Lin T A, Kong X, Saltiel A R, Blackshear P J, Lawrence J C
Department of Molecular Biology and Pharmacology, Washington University School of Medicine, St Louis, Missouri 63110, USA.
J Biol Chem. 1995 Aug 4;270(31):18531-8. doi: 10.1074/jbc.270.31.18531.
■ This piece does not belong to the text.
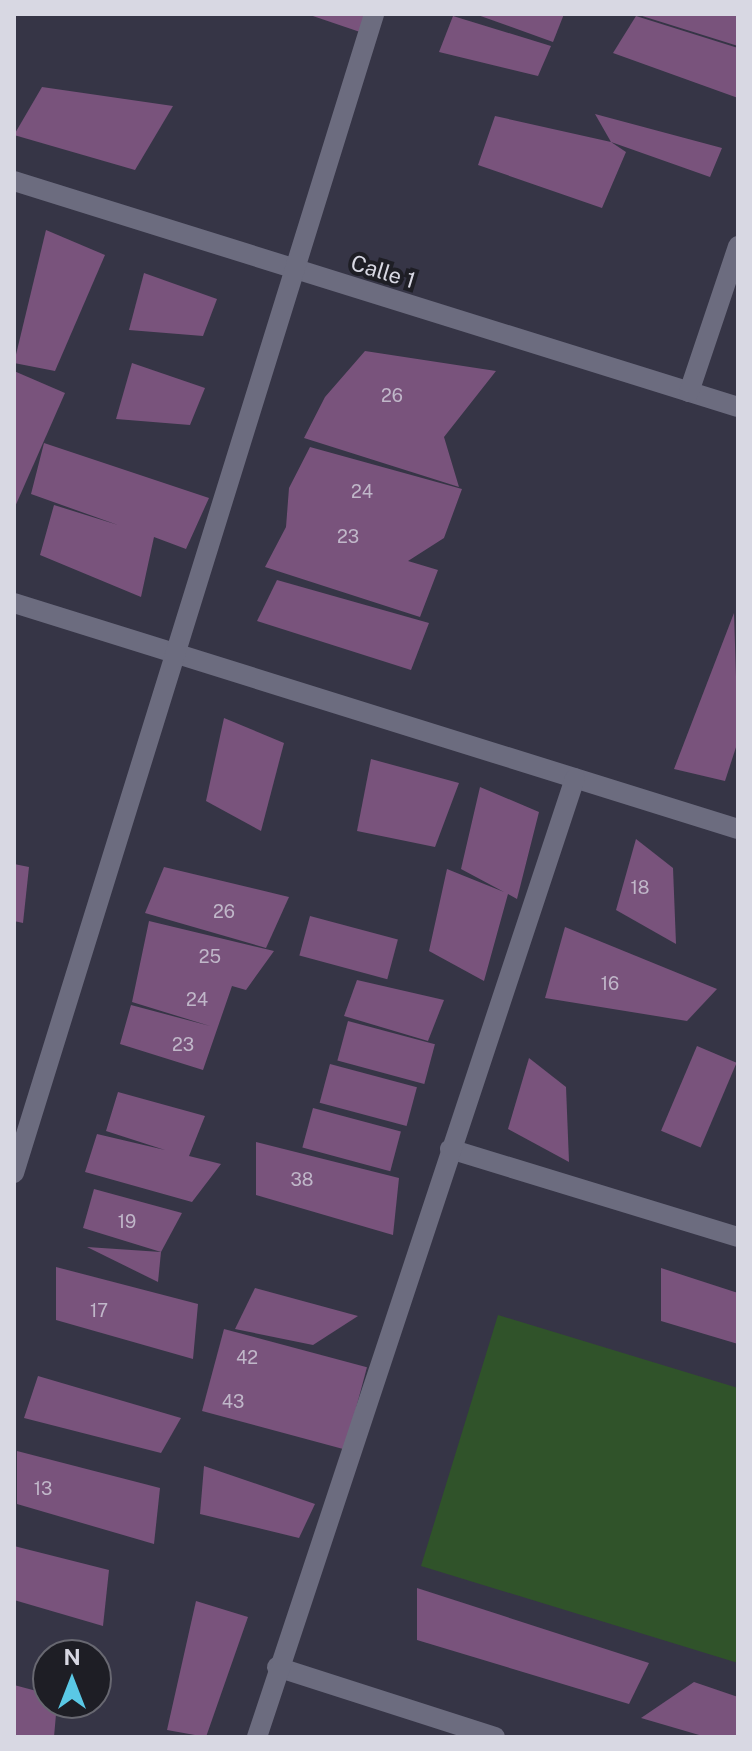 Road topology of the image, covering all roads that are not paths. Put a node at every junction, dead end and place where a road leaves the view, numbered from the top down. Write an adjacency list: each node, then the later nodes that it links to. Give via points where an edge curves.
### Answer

PHAS-I levels increased 8-fold as 3T3-L1 fibroblasts differentiated into adipocytes and acquired sensitivity to insulin. Insulin increased PHAS-I protein (3.3-fold after 2 days), the rate of PHAS-I synthesis (3-fold after 1 h), and the half-life of the protein (from 1.5 to 2.5 days). Insulin also increased the phosphorylation of PHAS-I and promoted dissociation of the PHAS-I eukaryotic initiation factor-4E (eIF-4E) complex, effects that were maximal within 10 min. With recombinant [H6]PHAS-I as substrate, mitogen-activated protein (MAP) kinase was the only insulin-stimulated PHAS-I kinase detected after fractionation of extracts by Mono Q chromatography; however, MAP kinase did not readily phosphorylate [H6]PHAS-I when the [H6]PHAS-I.eIF-4E complex was the substrate. Thus, while MAP kinase may phosphorylate free PHAS-I, it is not sufficient to dissociate the complex. Moreover, rapamycin attenuated the stimulation of PHAS-I phosphorylation by insulin and markedly inhibited dissociation of PHAS-I.eIF-4E, without decreasing MAP kinase activity. Rapamycin abolished the effects of insulin on increasing phosphorylation of ribosomal protein S6 and on activating p70S6K. The MAP kinase kinase inhibitor, PD 098059, markedly decreased MAP kinase activation by insulin, but it did not change PHAS-I phosphorylation or the association of PHAS-I with eIF-4E. In summary, insulin increases the expression of PHAS-I and promotes phosphorylation of multiple sites in the protein via multiple transduction pathways, one of which is rapamycin-sensitive and independent of MAP kinase. Rapamycin may inhibit translation initiation by increasing PHAS-I binding to eIF-4E.
当3T3-L1成纤维细胞分化为脂肪细胞并获得对胰岛素的敏感性时,PHAS-I水平增加了8倍。胰岛素增加了PHAS-I蛋白水平(2天后增加3.3倍)、PHAS-I合成速率(1小时后增加3倍)以及该蛋白的半衰期(从1.5天延长至2.5天)。胰岛素还增加了PHAS-I的磷酸化,并促进了PHAS-I与真核起始因子4E(eIF-4E)复合物的解离,这些效应在10分钟内达到最大值。以重组[H6]PHAS-I为底物,在用Mono Q色谱法分离提取物后,丝裂原活化蛋白(MAP)激酶是唯一检测到的受胰岛素刺激的PHAS-I激酶;然而,当[H6]PHAS-I.eIF-4E复合物为底物时,MAP激酶不易使[H6]PHAS-I磷酸化。因此,虽然MAP激酶可能使游离的PHAS-I磷酸化,但不足以使复合物解离。此外,雷帕霉素减弱了胰岛素对PHAS-I磷酸化的刺激,并显著抑制了PHAS-I.eIF-4E的解离,而不降低MAP激酶活性。雷帕霉素消除了胰岛素对增加核糖体蛋白S6磷酸化和激活p70S6K的作用。MAP激酶激酶抑制剂PD 098059显著降低了胰岛素对MAP激酶的激活,但它没有改变PHAS-I的磷酸化或PHAS-I与eIF-4E的结合。总之,胰岛素通过多种转导途径增加PHAS-I的表达并促进该蛋白多个位点的磷酸化,其中一条途径对雷帕霉素敏感且独立于MAP激酶。雷帕霉素可能通过增加PHAS-I与eIF-4E的结合来抑制翻译起始。